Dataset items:

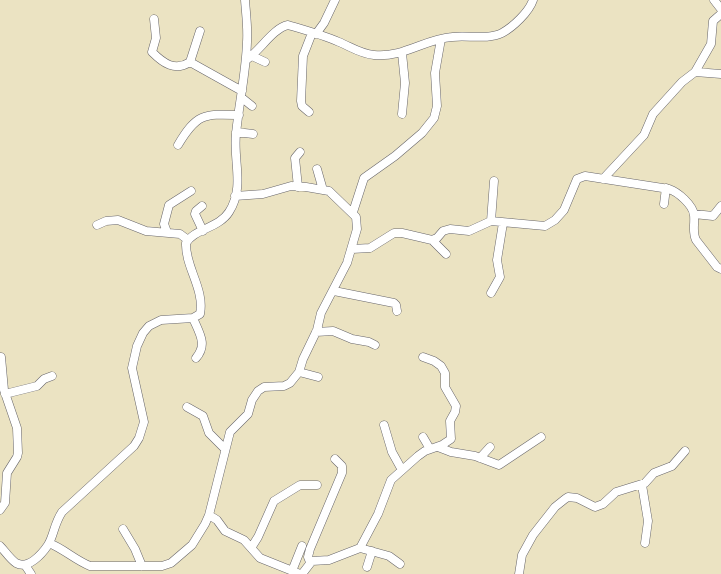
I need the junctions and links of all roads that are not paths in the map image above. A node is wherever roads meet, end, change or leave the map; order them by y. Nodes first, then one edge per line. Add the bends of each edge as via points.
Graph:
1 (246, 0) edge
2 (335, 0) edge
3 (532, 0) edge
4 (714, 0) edge
5 (721, 9) edge
6 (721, 14) edge
7 (154, 19) dead end
8 (200, 31) dead end
9 (314, 33) junction
10 (441, 38) junction
11 (402, 53) junction
12 (249, 58) junction
13 (190, 62) junction
14 (265, 62) dead end
15 (695, 72) junction
16 (721, 74) edge
17 (242, 94) junction
18 (252, 106) dead end
19 (310, 112) dead end
20 (402, 114) dead end
21 (239, 116) junction
22 (236, 132) junction
23 (253, 134) dead end
24 (178, 145) dead end
25 (300, 152) dead end
26 (316, 170) dead end
27 (603, 178) junction
28 (494, 181) dead end
29 (298, 187) junction
30 (666, 188) junction
31 (323, 190) junction
32 (191, 191) dead end
33 (236, 196) junction
34 (664, 204) dead end
35 (202, 206) dead end
36 (721, 206) edge
37 (352, 212) junction
38 (694, 214) junction
39 (717, 217) edge
40 (491, 221) junction
41 (503, 223) junction
42 (97, 225) dead end
43 (203, 231) junction
44 (167, 232) junction
45 (188, 240) junction
46 (432, 240) junction
47 (352, 249) junction
48 (446, 254) dead end
49 (720, 270) edge
50 (334, 291) junction
51 (491, 293) dead end
52 (397, 311) dead end
53 (193, 318) junction
54 (316, 332) junction
55 (375, 346) dead end
56 (1, 357) edge
57 (423, 357) dead end
58 (196, 358) dead end
59 (299, 372) junction
60 (52, 376) dead end
61 (318, 377) dead end
62 (5, 394) junction
63 (187, 407) dead end
64 (384, 425) dead end
65 (423, 437) dead end
66 (541, 437) dead end
67 (490, 447) dead end
68 (434, 448) junction
69 (225, 449) junction
70 (685, 451) dead end
71 (480, 458) junction
72 (335, 459) dead end
73 (402, 470) junction
74 (642, 484) junction
75 (318, 485) dead end
76 (0, 510) edge
77 (210, 515) junction
78 (123, 529) dead end
79 (49, 543) junction
80 (645, 543) dead end
81 (0, 546) edge
82 (302, 546) dead end
83 (251, 548) junction
84 (360, 548) junction
85 (372, 551) junction
86 (310, 562) junction
87 (400, 564) dead end
88 (25, 565) junction
89 (142, 566) junction
90 (367, 567) dead end
91 (298, 573) edge
92 (31, 574) edge
93 (519, 574) edge

1 - 12 street
2 - 9 street via 324,23
3 - 10 street via 530,8 503,32 492,36
4 - 5 street
6 - 15 street via 713,21 710,44
7 - 13 street via 156,38 152,52 169,66 180,67
8 - 13 street
9 - 11 street via 363,54 385,56
9 - 12 street via 285,25
9 - 19 street via 303,56 301,101
10 - 11 street
10 - 37 street via 435,73 437,106 434,118 422,133 364,178
11 - 20 street via 405,83
12 - 14 street
12 - 17 street
13 - 17 street
15 - 16 street
15 - 27 street via 655,111 644,135
17 - 18 street
17 - 21 street
21 - 22 street
21 - 24 street via 207,115 192,125
22 - 23 street
22 - 33 street
25 - 29 street via 295,158
26 - 31 street
27 - 30 street
27 - 41 street via 580,176 564,210 545,226
28 - 40 street
29 - 31 street
29 - 33 street
30 - 34 street
30 - 38 street via 679,194
31 - 37 street via 332,193
32 - 44 street via 169,205 164,224
33 - 43 street via 228,214
35 - 43 street via 195,214
36 - 39 street
37 - 47 street via 357,230
38 - 39 street
38 - 49 street via 694,236
40 - 41 street
40 - 46 street via 469,231 447,230
41 - 51 street via 497,260 500,277
42 - 44 street via 118,220 146,231
43 - 45 street
44 - 45 street via 180,234
45 - 53 street via 187,256 201,302 200,314
46 - 47 street via 398,233 370,248
46 - 48 street
47 - 50 street
50 - 52 street via 394,304
50 - 54 street via 321,313
53 - 58 street via 202,343
53 - 79 street via 161,320 143,333 132,368 144,422 139,438 125,456 62,512
54 - 55 street via 333,331
54 - 59 street
56 - 62 street
57 - 68 street via 443,369 445,386 456,406 450,420 451,439
59 - 61 street
59 - 69 street via 290,384 264,387 258,391 248,414 231,429
60 - 62 street via 37,386
62 - 76 street via 17,428 18,453 7,473 5,503
63 - 69 street via 203,416 209,433
64 - 73 street via 392,452
65 - 68 street
66 - 71 street via 501,465
67 - 71 street
68 - 71 street
68 - 73 street
69 - 77 street
70 - 74 street via 672,466 654,473
72 - 86 street via 343,471 310,549
73 - 84 street via 390,482
74 - 80 street via 648,521
74 - 93 street via 616,492 599,506 577,498 565,499 533,535 522,555
75 - 83 street via 300,485 274,500
77 - 83 street via 222,528 244,540
77 - 89 street via 192,545 170,563
78 - 89 street
79 - 88 street
79 - 89 street via 90,566
81 - 88 street via 14,562
82 - 91 street
83 - 91 street via 266,562
84 - 85 street
84 - 86 street via 330,560
85 - 87 street via 392,557
85 - 90 street
86 - 91 street
88 - 92 street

> **WORK ORDER**: Could you reproduce every record above exactly, leaving out any pictures?

> **ANSWER FOR THIS EXERCISE**:
I need the junctions and links of all roads that are not paths in the map image above. A node is wherever roads meet, end, change or leave the map; order them by y. Nodes first, then one edge per line. Add the bends of each edge as via points.
Graph:
1 (246, 0) edge
2 (335, 0) edge
3 (532, 0) edge
4 (714, 0) edge
5 (721, 9) edge
6 (721, 14) edge
7 (154, 19) dead end
8 (200, 31) dead end
9 (314, 33) junction
10 (441, 38) junction
11 (402, 53) junction
12 (249, 58) junction
13 (190, 62) junction
14 (265, 62) dead end
15 (695, 72) junction
16 (721, 74) edge
17 (242, 94) junction
18 (252, 106) dead end
19 (310, 112) dead end
20 (402, 114) dead end
21 (239, 116) junction
22 (236, 132) junction
23 (253, 134) dead end
24 (178, 145) dead end
25 (300, 152) dead end
26 (316, 170) dead end
27 (603, 178) junction
28 (494, 181) dead end
29 (298, 187) junction
30 (666, 188) junction
31 (323, 190) junction
32 (191, 191) dead end
33 (236, 196) junction
34 (664, 204) dead end
35 (202, 206) dead end
36 (721, 206) edge
37 (352, 212) junction
38 (694, 214) junction
39 (717, 217) edge
40 (491, 221) junction
41 (503, 223) junction
42 (97, 225) dead end
43 (203, 231) junction
44 (167, 232) junction
45 (188, 240) junction
46 (432, 240) junction
47 (352, 249) junction
48 (446, 254) dead end
49 (720, 270) edge
50 (334, 291) junction
51 (491, 293) dead end
52 (397, 311) dead end
53 (193, 318) junction
54 (316, 332) junction
55 (375, 346) dead end
56 (1, 357) edge
57 (423, 357) dead end
58 (196, 358) dead end
59 (299, 372) junction
60 (52, 376) dead end
61 (318, 377) dead end
62 (5, 394) junction
63 (187, 407) dead end
64 (384, 425) dead end
65 (423, 437) dead end
66 (541, 437) dead end
67 (490, 447) dead end
68 (434, 448) junction
69 (225, 449) junction
70 (685, 451) dead end
71 (480, 458) junction
72 (335, 459) dead end
73 (402, 470) junction
74 (642, 484) junction
75 (318, 485) dead end
76 (0, 510) edge
77 (210, 515) junction
78 (123, 529) dead end
79 (49, 543) junction
80 (645, 543) dead end
81 (0, 546) edge
82 (302, 546) dead end
83 (251, 548) junction
84 (360, 548) junction
85 (372, 551) junction
86 (310, 562) junction
87 (400, 564) dead end
88 (25, 565) junction
89 (142, 566) junction
90 (367, 567) dead end
91 (298, 573) edge
92 (31, 574) edge
93 (519, 574) edge

1 - 12 street
2 - 9 street via 324,23
3 - 10 street via 530,8 503,32 492,36
4 - 5 street
6 - 15 street via 713,21 710,44
7 - 13 street via 156,38 152,52 169,66 180,67
8 - 13 street
9 - 11 street via 363,54 385,56
9 - 12 street via 285,25
9 - 19 street via 303,56 301,101
10 - 11 street
10 - 37 street via 435,73 437,106 434,118 422,133 364,178
11 - 20 street via 405,83
12 - 14 street
12 - 17 street
13 - 17 street
15 - 16 street
15 - 27 street via 655,111 644,135
17 - 18 street
17 - 21 street
21 - 22 street
21 - 24 street via 207,115 192,125
22 - 23 street
22 - 33 street
25 - 29 street via 295,158
26 - 31 street
27 - 30 street
27 - 41 street via 580,176 564,210 545,226
28 - 40 street
29 - 31 street
29 - 33 street
30 - 34 street
30 - 38 street via 679,194
31 - 37 street via 332,193
32 - 44 street via 169,205 164,224
33 - 43 street via 228,214
35 - 43 street via 195,214
36 - 39 street
37 - 47 street via 357,230
38 - 39 street
38 - 49 street via 694,236
40 - 41 street
40 - 46 street via 469,231 447,230
41 - 51 street via 497,260 500,277
42 - 44 street via 118,220 146,231
43 - 45 street
44 - 45 street via 180,234
45 - 53 street via 187,256 201,302 200,314
46 - 47 street via 398,233 370,248
46 - 48 street
47 - 50 street
50 - 52 street via 394,304
50 - 54 street via 321,313
53 - 58 street via 202,343
53 - 79 street via 161,320 143,333 132,368 144,422 139,438 125,456 62,512
54 - 55 street via 333,331
54 - 59 street
56 - 62 street
57 - 68 street via 443,369 445,386 456,406 450,420 451,439
59 - 61 street
59 - 69 street via 290,384 264,387 258,391 248,414 231,429
60 - 62 street via 37,386
62 - 76 street via 17,428 18,453 7,473 5,503
63 - 69 street via 203,416 209,433
64 - 73 street via 392,452
65 - 68 street
66 - 71 street via 501,465
67 - 71 street
68 - 71 street
68 - 73 street
69 - 77 street
70 - 74 street via 672,466 654,473
72 - 86 street via 343,471 310,549
73 - 84 street via 390,482
74 - 80 street via 648,521
74 - 93 street via 616,492 599,506 577,498 565,499 533,535 522,555
75 - 83 street via 300,485 274,500
77 - 83 street via 222,528 244,540
77 - 89 street via 192,545 170,563
78 - 89 street
79 - 88 street
79 - 89 street via 90,566
81 - 88 street via 14,562
82 - 91 street
83 - 91 street via 266,562
84 - 85 street
84 - 86 street via 330,560
85 - 87 street via 392,557
85 - 90 street
86 - 91 street
88 - 92 street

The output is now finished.